What is expected ▸ Across the listing that follows, establish how many lines contain the string "points" and provide that number by itself.

Extracted material ▸
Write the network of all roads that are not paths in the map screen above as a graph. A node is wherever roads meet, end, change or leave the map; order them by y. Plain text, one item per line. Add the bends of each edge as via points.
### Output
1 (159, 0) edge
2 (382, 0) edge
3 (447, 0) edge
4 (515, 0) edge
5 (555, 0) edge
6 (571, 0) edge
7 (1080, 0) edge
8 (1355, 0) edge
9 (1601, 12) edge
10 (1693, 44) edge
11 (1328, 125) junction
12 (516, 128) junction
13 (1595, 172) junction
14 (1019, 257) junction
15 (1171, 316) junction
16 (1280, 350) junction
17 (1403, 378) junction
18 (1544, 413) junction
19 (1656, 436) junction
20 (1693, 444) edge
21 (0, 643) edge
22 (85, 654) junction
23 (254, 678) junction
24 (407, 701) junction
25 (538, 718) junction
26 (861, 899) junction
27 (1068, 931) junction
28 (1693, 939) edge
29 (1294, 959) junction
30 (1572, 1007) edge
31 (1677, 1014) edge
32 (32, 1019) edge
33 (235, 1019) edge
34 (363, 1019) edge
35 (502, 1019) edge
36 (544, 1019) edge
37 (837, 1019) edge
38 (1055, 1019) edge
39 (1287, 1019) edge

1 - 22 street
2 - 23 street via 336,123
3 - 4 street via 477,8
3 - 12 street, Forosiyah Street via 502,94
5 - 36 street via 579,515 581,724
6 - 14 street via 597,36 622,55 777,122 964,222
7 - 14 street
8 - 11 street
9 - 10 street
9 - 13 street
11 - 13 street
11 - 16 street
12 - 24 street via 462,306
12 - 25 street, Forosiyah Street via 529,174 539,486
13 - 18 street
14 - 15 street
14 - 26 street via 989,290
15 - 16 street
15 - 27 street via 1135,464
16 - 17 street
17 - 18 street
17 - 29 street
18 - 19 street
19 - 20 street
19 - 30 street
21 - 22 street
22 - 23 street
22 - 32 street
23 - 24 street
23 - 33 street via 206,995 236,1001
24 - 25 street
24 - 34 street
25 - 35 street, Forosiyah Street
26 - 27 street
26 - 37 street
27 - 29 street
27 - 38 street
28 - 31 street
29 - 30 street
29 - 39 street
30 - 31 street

* * *

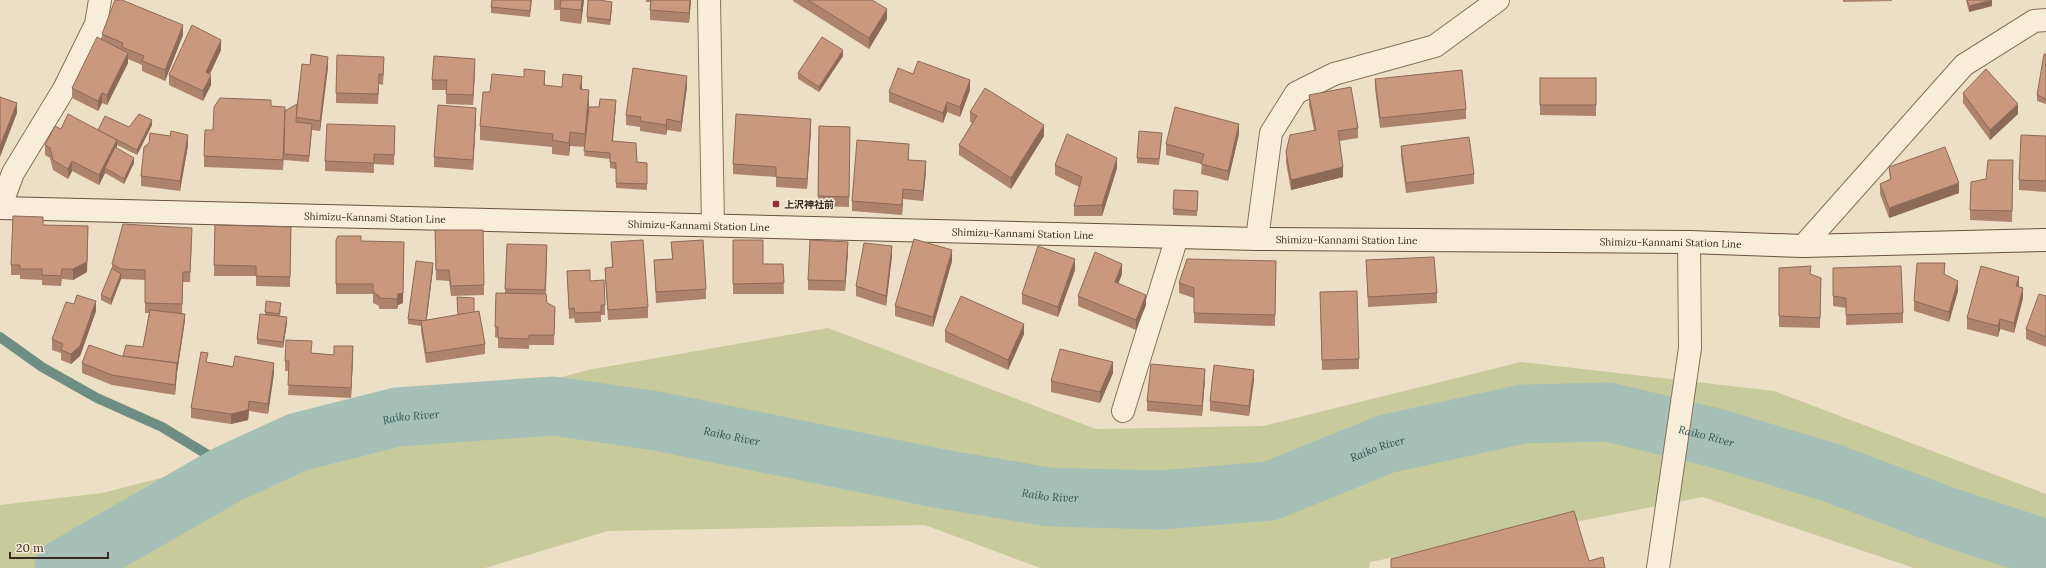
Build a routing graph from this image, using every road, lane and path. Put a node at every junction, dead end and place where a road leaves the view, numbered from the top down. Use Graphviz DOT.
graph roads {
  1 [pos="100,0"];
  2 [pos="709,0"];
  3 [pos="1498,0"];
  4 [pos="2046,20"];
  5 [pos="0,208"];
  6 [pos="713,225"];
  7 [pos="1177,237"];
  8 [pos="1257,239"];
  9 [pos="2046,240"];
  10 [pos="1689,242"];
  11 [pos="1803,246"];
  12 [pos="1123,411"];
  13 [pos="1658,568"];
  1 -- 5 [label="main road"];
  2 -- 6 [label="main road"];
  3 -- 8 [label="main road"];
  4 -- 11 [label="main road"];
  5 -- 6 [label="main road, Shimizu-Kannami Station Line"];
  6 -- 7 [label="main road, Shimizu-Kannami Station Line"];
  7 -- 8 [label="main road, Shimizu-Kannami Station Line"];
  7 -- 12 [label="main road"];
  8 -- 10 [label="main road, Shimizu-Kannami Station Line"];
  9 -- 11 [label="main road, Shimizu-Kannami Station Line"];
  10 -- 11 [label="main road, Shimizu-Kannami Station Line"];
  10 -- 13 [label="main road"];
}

---

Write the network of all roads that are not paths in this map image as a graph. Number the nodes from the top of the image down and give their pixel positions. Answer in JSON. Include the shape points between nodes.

Reply to the task ▸ 2